Monday, October 24th, 2016 Posted by Jim Thacker

VortechsFX unveils Eddy for Nuke


New Zealand-based startup VortechsFX has posted some interesting demo videos of Eddy, its upcoming GPU-based gaseous fluid solver and volumetric renderer for Nuke.

The plugin makes it possible to work with smoke, fire and similar gaseous fluid sims interactively within Nuke, enabling “new workflows not previously possible”.

Fast, interactive gaseous fluid simulation and rendering in Nuke
According to VortechsFX’s overview of the plugin, Eddy is a combined fluid solver, volumetric compositing tool and unbiased physically based volume renderer.

It’s written entirely on the GPU, has an “extensive C and Python API”, and an “optimised scripting language”.

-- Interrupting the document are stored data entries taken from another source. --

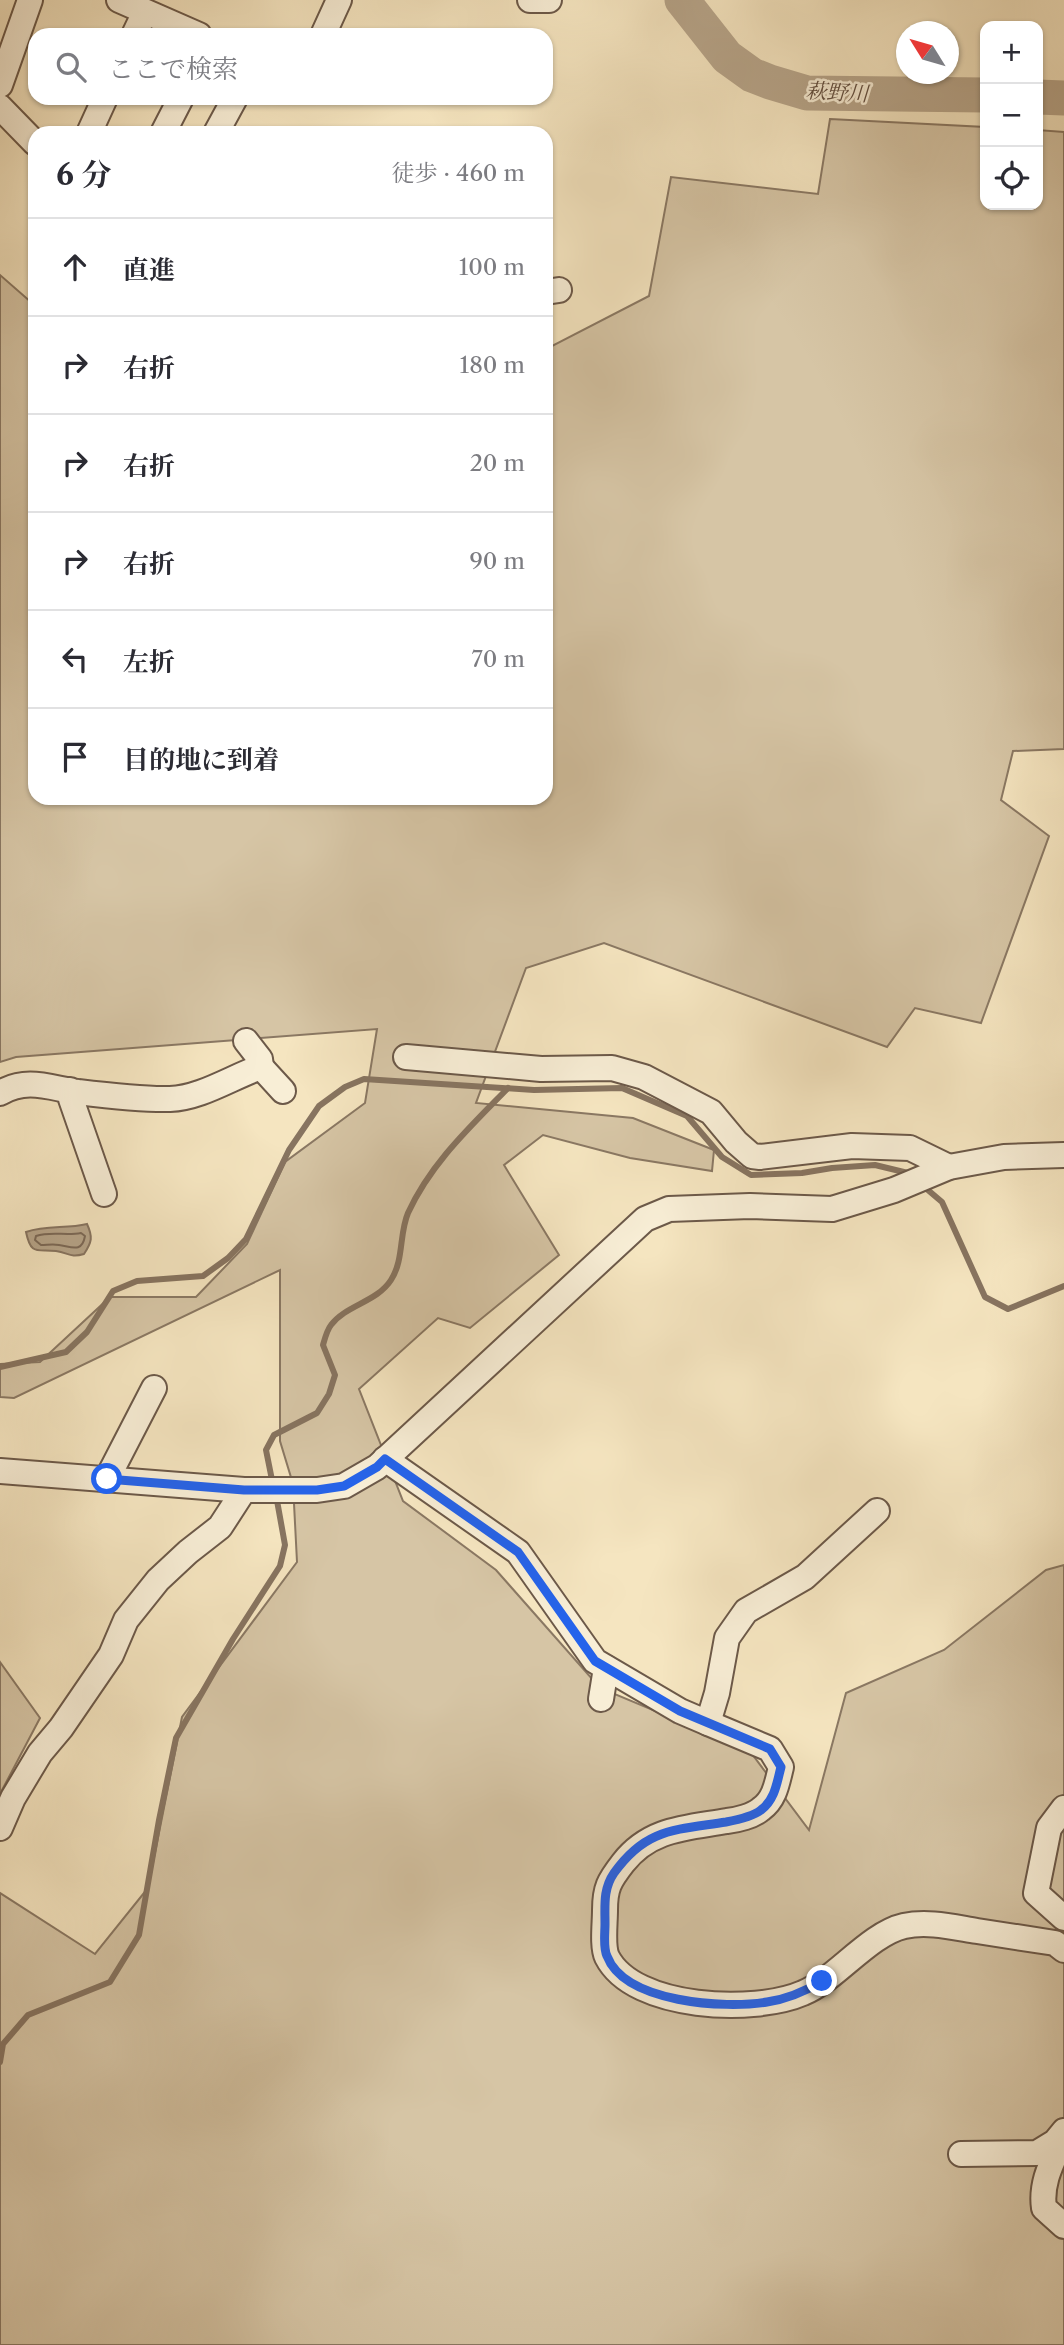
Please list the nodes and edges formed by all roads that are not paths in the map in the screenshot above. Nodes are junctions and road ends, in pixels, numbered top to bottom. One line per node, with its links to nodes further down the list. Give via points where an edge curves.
1 (30, 0): 10 (street)
2 (119, 0): 6 (street)
3 (339, 0): 9 (street)
4 (530, 0): 5 (street)
5 (550, 0)
6 (145, 12): 7 (street); 8 (street)
7 (137, 28)
8 (183, 28)
9 (326, 28)
10 (0, 85)
11 (102, 105): 15 (street)
12 (177, 105): 16 (street)
13 (231, 105): 17 (street)
14 (0, 107): 18 (street)
15 (92, 126)
16 (167, 126)
17 (220, 126)
18 (28, 136)
19 (246, 1041): 21 (street, via 266,1077 199,1092 183,1106 170,1099)
20 (406, 1057): 24 (street, via 541,1069 612,1068 653,1082 711,1112 751,1156 852,1146 910,1148)
21 (70, 1090): 22 (street, via 37,1083); 25 (street)
22 (0, 1093)
23 (1064, 1155): 24 (street, via 1004,1157)
24 (939, 1171): 27 (street, via 832,1209 669,1209 645,1219)
25 (104, 1194)
26 (154, 1388): 29 (street)
27 (385, 1459): 30 (street, via 344,1486); 32 (street, via 518,1552 595,1661)
28 (0, 1471): 29 (street)
29 (107, 1479): 30 (street)
30 (249, 1490): 36 (street, via 220,1527 158,1580 126,1620 111,1656 33,1764)
31 (877, 1511): 34 (street, via 805,1577 746,1611 727,1638)
32 (606, 1668): 33 (street); 34 (street)
33 (601, 1699)
34 (708, 1723): 38 (street, via 770,1749 781,1767 773,1796 761,1810 737,1820 663,1832 634,1849 613,1875 605,1891 606,1955 618,1973 634,1985 713,2005 766,2002 803,1993 899,1927 923,1923 1055,1943)
35 (1064, 1808): 37 (street, via 1049,1828 1036,1893)
36 (0, 1828)
37 (1064, 1918)
38 (1064, 1950)
39 (1064, 2133): 40 (street, via 1037,2153); 41 (street, via 1042,2198 1044,2208)
40 (961, 2154)
41 (1064, 2226)

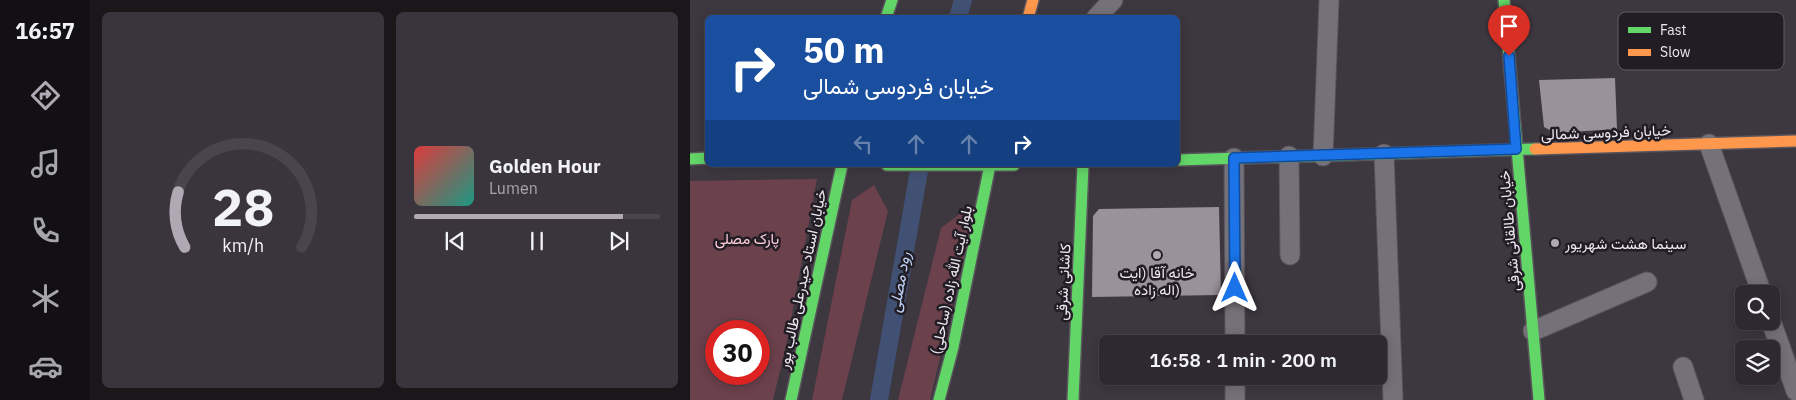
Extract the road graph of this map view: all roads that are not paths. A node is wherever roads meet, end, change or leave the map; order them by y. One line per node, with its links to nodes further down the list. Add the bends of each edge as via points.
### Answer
1 (892, 0): 6 (street)
2 (1033, 0): 7 (street)
3 (1113, 0): 8 (street)
4 (1329, 0): 14 (street)
5 (1504, 0): 11 (street, خیابان طالقانی شرقی)
6 (887, 15)
7 (1029, 15)
8 (1099, 15)
9 (1796, 141): 10 (street, خیابان فردوسی شمالی)
10 (1709, 144): 11 (street, خیابان فردوسی شمالی); 24 (street)
11 (1516, 149): 12 (street, خیابان فردوسی شمالی); 26 (street, خیابان طالقانی شرقی)
12 (1384, 154): 14 (street, خیابان فردوسی شمالی); 35 (street)
13 (1288, 156): 14 (street, خیابان فردوسی شمالی); 16 (street, خیابان فردوسی شمالی); 22 (street)
14 (1323, 156)
15 (705, 158): 17 (street)
16 (1234, 158): 18 (street, خیابان فردوسی شمالی); 27 (street)
17 (690, 159)
18 (1180, 160)
19 (842, 167): 31 (street, خیابان استاد حیدرعلی طالب پور)
20 (990, 167): 32 (street, بلوار آیت الله زاده (ساحلی), via 954,347)
21 (1083, 167): 33 (street, کاشانی شرقی)
22 (1290, 255)
23 (1647, 282): 26 (street)
24 (1759, 285)
25 (1774, 330): 30 (street)
26 (1533, 331): 36 (street, خیابان طالقانی شرقی)
27 (1235, 335)
28 (1683, 367): 37 (street)
29 (1235, 385): 34 (street)
30 (1796, 391)
31 (791, 400)
32 (939, 400)
33 (1072, 400)
34 (1235, 400)
35 (1393, 400)
36 (1539, 400)
37 (1694, 400)

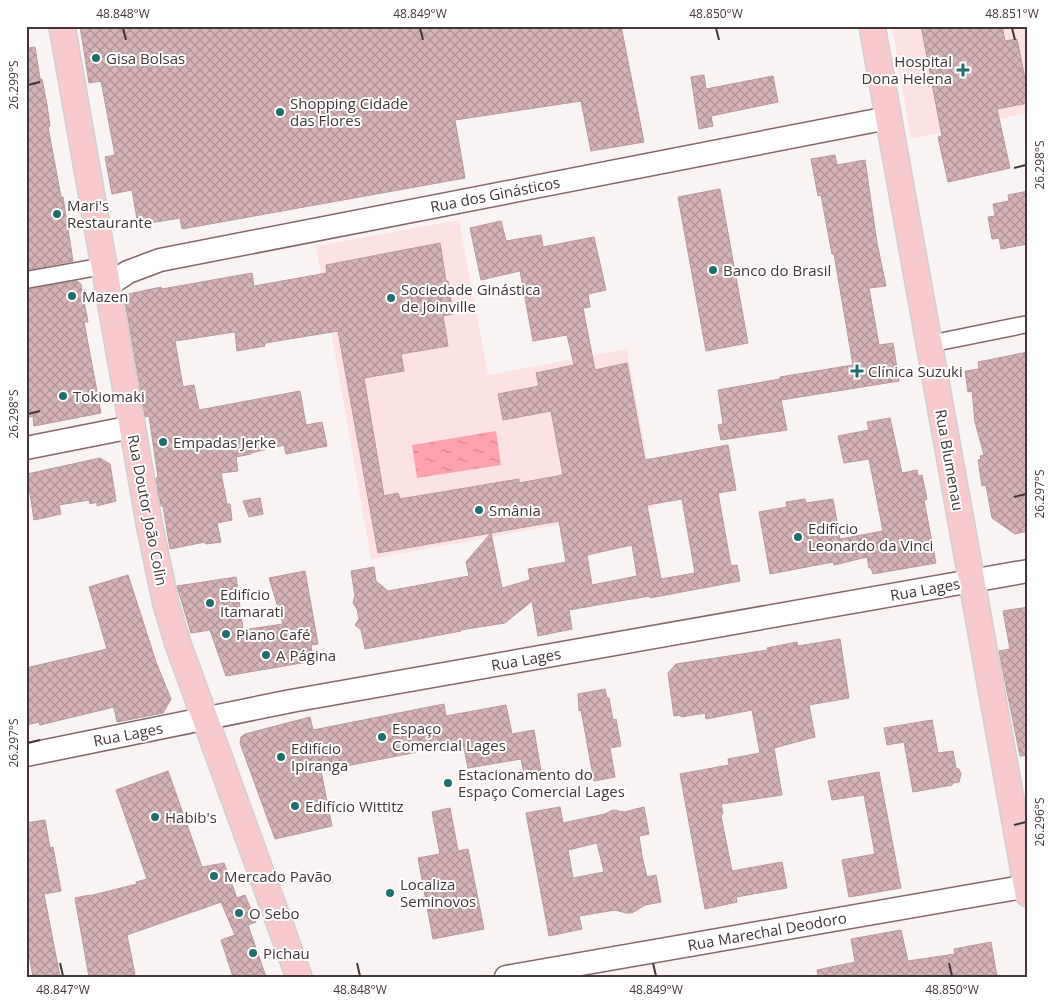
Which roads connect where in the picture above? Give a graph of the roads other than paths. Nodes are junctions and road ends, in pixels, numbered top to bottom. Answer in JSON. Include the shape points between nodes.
{"nodes":[{"id":1,"x":62,"y":26,"type":"edge"},
{"id":2,"x":872,"y":26,"type":"edge"},
{"id":3,"x":888,"y":118,"type":"junction"},
{"id":4,"x":106,"y":276,"type":"junction"},
{"id":5,"x":26,"y":280,"type":"edge"},
{"id":6,"x":1028,"y":324,"type":"edge"},
{"id":7,"x":929,"y":344,"type":"junction"},
{"id":8,"x":132,"y":428,"type":"junction"},
{"id":9,"x":26,"y":448,"type":"edge"},
{"id":10,"x":1028,"y":571,"type":"edge"},
{"id":11,"x":971,"y":581,"type":"junction"},
{"id":12,"x":206,"y":719,"type":"junction"},
{"id":13,"x":26,"y":755,"type":"edge"},
{"id":14,"x":1027,"y":888,"type":"edge"},
{"id":15,"x":299,"y":977,"type":"edge"},
{"id":16,"x":506,"y":977,"type":"edge"}],
"edges":[{"from":1,"to":4,"type":"main road","name":"Rua Doutor João Colin"},
{"from":2,"to":3,"type":"main road","name":"Rua Blumenau"},
{"from":3,"to":4,"type":"main road","name":"Rua dos Ginásticos","via":[[160,260]]},
{"from":3,"to":7,"type":"main road","name":"Rua Blumenau"},
{"from":4,"to":5,"type":"street"},
{"from":4,"to":8,"type":"main road","name":"Rua Doutor João Colin"},
{"from":6,"to":7,"type":"street"},
{"from":7,"to":11,"type":"main road","name":"Rua Blumenau"},
{"from":8,"to":9,"type":"main road"},
{"from":8,"to":12,"type":"main road","name":"Rua Doutor João Colin","via":[[166,604]]},
{"from":10,"to":11,"type":"main road","name":"Rua Lages"},
{"from":11,"to":12,"type":"main road","name":"Rua Lages","via":[[301,699]]},
{"from":11,"to":14,"type":"main road","name":"Rua Blumenau"},
{"from":12,"to":13,"type":"main road","name":"Rua Lages"},
{"from":12,"to":15,"type":"main road","name":"Rua Doutor João Colin"},
{"from":14,"to":16,"type":"main road","name":"Rua Marechal Deodoro"}]}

The most eye-catching example of the kind of workflow Eddy opens up was one of the OpenVDB cache of an explosion sim being rendered interactively in Nuke.

Unfortunately, it has now been removed from Vimeo, hopefully temporarily.

However, there are some other pretty impressive demos on VortechsFX’s Vimeo channel, including instancing and rendering an array of fire simulations (top of story) and converting Nuke particles to volumes.

Pricing and availability
VortechsFX hasn’t posted any pricing information or a release date for Eddy yet.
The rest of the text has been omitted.